_Assignment_
Every line from the one containing "thumb cmc: (935, 888)" to the one containing "middle dip: (1195, 771)" in the records below, both included, must be set down exactly, and no other line.

= Beginning of Section =

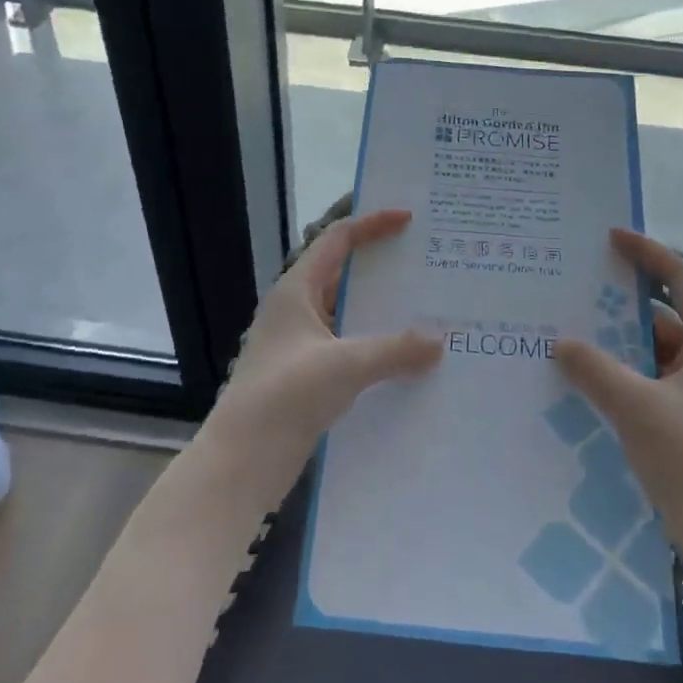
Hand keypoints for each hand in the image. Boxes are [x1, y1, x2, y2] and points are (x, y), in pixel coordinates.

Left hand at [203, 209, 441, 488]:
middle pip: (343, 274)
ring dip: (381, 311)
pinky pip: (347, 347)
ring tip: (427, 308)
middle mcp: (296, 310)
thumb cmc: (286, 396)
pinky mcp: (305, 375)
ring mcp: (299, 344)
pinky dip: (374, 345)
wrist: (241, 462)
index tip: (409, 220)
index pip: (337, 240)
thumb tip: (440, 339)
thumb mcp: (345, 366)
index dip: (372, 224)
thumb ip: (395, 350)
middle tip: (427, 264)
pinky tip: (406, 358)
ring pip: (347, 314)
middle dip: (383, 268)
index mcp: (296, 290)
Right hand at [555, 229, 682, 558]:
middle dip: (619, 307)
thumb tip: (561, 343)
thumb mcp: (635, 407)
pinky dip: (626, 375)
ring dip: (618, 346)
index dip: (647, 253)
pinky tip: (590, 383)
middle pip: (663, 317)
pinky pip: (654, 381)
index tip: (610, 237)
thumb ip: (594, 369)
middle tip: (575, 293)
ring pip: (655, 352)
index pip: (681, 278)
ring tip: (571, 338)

= End of Section =
= Beginning of Section =

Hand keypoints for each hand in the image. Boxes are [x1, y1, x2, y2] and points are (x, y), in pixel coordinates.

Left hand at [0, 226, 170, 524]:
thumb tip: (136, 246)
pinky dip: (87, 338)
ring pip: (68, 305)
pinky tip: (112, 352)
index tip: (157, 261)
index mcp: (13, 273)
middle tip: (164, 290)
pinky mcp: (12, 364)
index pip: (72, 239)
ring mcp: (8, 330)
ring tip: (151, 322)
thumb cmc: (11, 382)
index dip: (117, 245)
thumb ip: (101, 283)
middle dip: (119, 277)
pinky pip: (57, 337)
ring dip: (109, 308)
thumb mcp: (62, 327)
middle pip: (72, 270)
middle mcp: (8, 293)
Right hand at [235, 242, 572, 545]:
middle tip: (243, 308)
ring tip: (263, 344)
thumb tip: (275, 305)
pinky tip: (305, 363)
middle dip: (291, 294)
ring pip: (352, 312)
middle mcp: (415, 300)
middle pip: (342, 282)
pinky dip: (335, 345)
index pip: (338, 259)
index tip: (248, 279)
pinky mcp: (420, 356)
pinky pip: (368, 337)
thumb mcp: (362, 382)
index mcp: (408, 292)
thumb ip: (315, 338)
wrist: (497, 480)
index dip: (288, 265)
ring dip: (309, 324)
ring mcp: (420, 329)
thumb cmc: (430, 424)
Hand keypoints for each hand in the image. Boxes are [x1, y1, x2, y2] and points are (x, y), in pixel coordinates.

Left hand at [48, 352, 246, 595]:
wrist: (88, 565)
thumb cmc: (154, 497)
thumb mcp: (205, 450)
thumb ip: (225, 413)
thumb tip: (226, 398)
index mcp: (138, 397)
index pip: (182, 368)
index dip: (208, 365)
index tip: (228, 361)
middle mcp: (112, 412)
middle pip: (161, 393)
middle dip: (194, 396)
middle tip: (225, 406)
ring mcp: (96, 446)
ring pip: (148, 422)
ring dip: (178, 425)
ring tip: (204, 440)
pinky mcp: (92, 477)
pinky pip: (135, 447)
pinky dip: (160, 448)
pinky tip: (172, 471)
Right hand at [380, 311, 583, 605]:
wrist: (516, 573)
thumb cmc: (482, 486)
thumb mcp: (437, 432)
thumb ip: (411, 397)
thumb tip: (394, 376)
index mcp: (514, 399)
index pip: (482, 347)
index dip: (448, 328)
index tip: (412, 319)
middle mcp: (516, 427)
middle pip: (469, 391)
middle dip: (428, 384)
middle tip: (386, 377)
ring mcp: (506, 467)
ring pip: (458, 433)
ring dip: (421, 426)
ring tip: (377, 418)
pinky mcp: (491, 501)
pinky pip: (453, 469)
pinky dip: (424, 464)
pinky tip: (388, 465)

= End of Section =
= Beginning of Section =

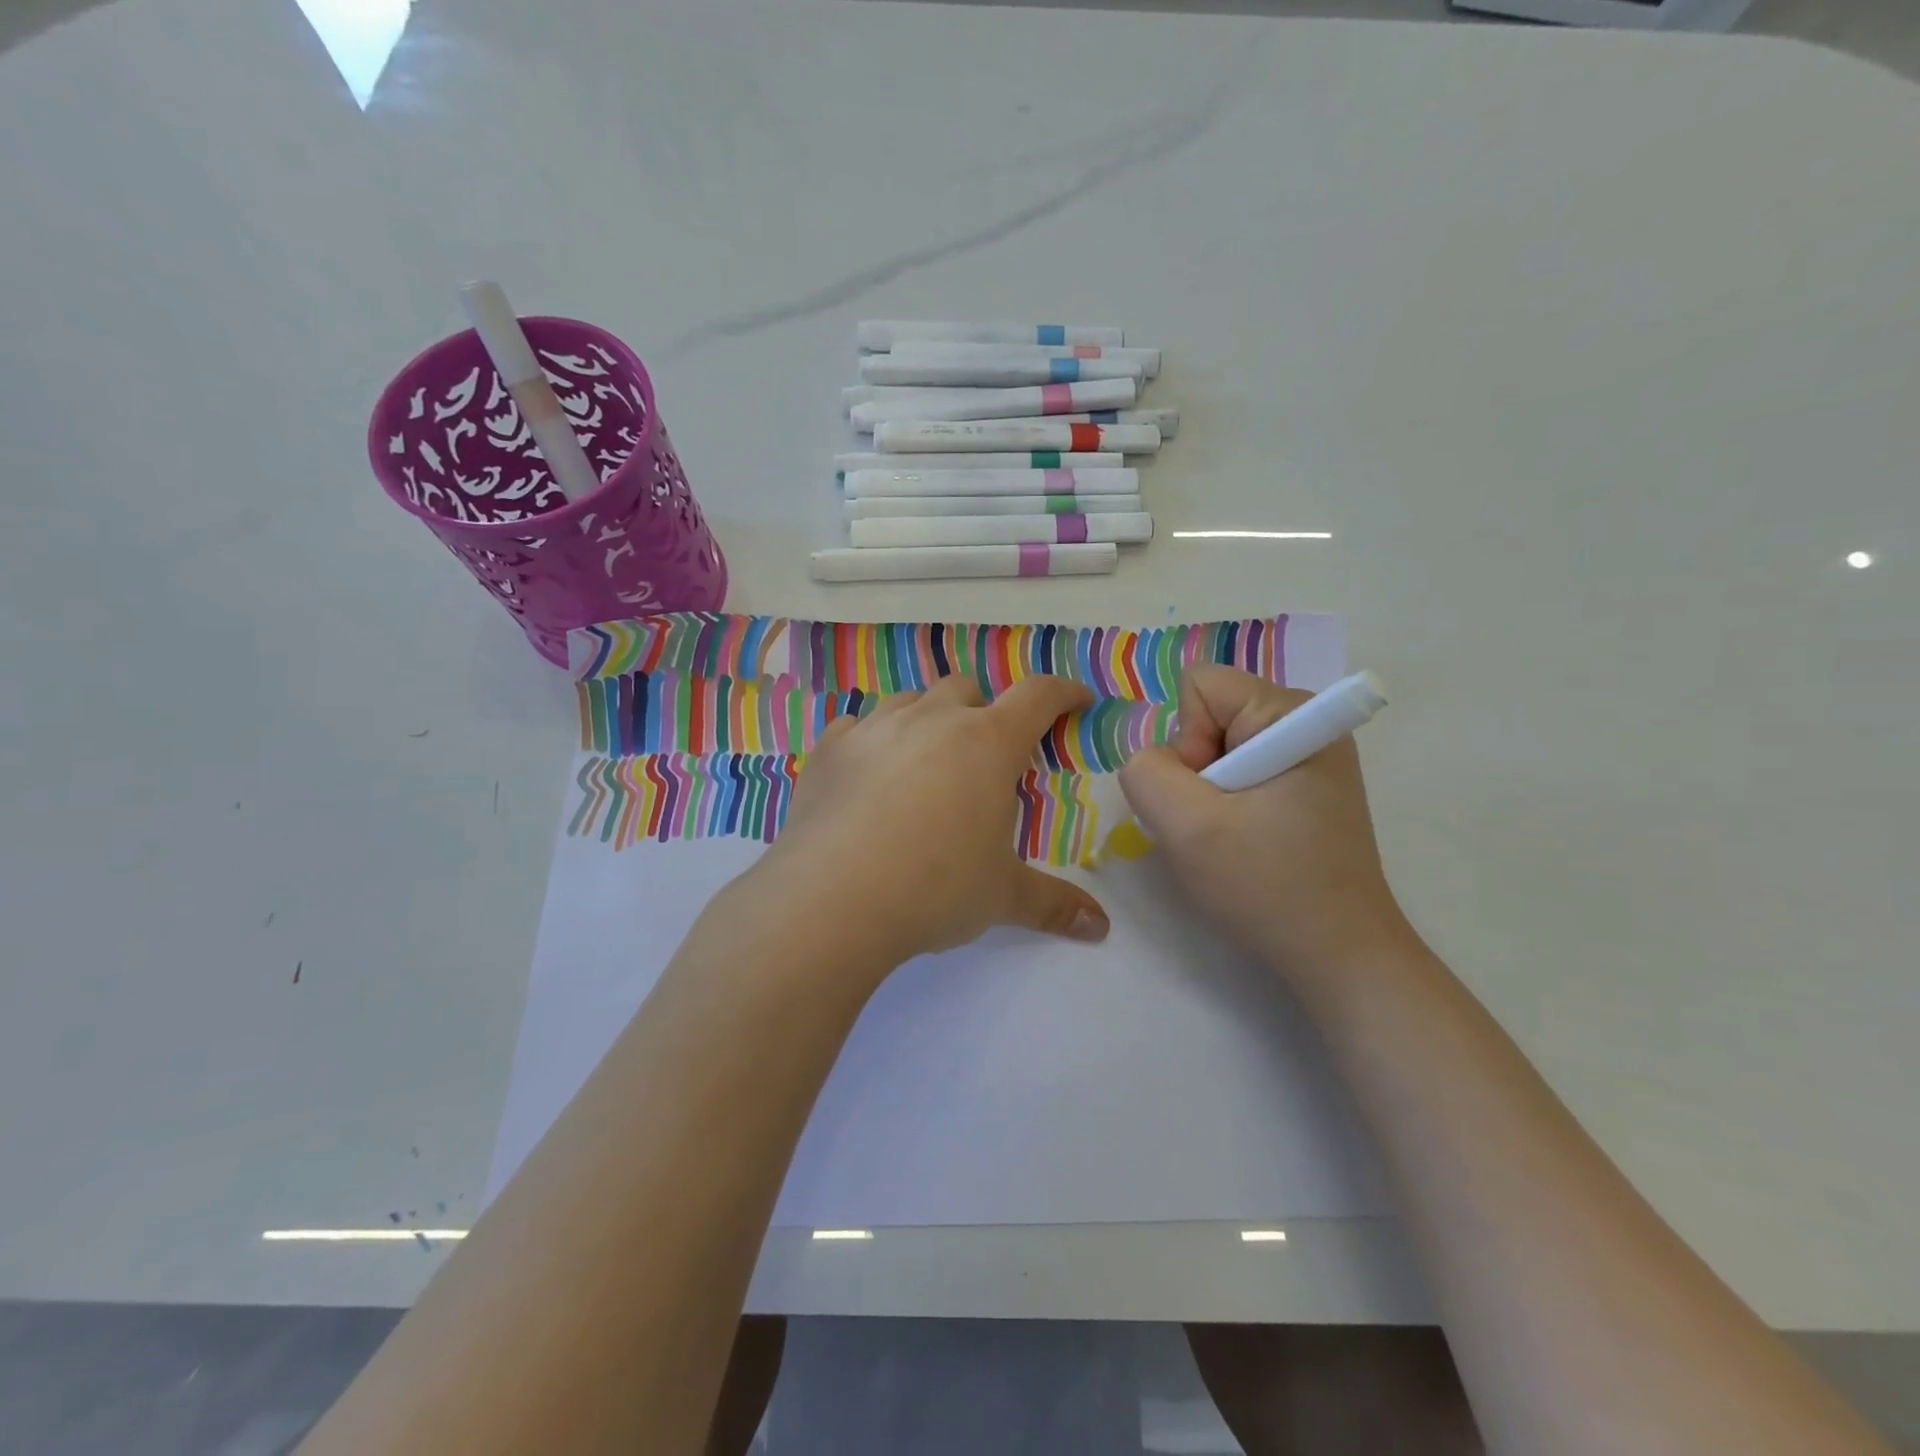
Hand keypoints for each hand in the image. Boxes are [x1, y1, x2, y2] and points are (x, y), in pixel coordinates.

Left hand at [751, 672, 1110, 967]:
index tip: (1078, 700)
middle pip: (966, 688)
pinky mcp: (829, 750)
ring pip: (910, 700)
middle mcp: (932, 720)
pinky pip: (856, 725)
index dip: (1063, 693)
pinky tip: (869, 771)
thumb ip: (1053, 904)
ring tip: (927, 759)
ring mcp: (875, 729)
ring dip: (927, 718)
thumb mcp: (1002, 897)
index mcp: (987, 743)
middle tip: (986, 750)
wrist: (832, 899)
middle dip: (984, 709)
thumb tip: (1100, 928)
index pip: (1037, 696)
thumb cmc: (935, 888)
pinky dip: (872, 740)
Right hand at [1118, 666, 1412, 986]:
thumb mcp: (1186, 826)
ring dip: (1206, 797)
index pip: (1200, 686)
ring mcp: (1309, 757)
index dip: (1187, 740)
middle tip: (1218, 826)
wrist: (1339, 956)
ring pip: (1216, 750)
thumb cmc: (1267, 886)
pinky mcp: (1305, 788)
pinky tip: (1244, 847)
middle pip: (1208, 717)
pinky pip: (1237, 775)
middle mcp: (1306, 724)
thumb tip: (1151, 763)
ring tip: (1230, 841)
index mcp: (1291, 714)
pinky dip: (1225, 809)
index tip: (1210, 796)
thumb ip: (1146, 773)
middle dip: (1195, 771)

= End of Section =

_Expected output_
thumb cmc: (935, 888)
pinky dip: (872, 740)
Right hand at [1118, 666, 1412, 986]:
thumb mcp: (1186, 826)
ring dip: (1206, 797)
index pip: (1200, 686)
ring mcp: (1309, 757)
index dip: (1187, 740)
middle tip: (1218, 826)
wrist: (1339, 956)
ring pip: (1216, 750)
thumb cmc: (1267, 886)
pinky mcp: (1305, 788)
pinky tip: (1244, 847)
middle pip: (1208, 717)
pinky pip: (1237, 775)
middle mcp: (1306, 724)
thumb tip: (1151, 763)
ring tip: (1230, 841)
index mcp: (1291, 714)
pinky dip: (1225, 809)
index tip: (1210, 796)
thumb ip: (1146, 773)
middle dip: (1195, 771)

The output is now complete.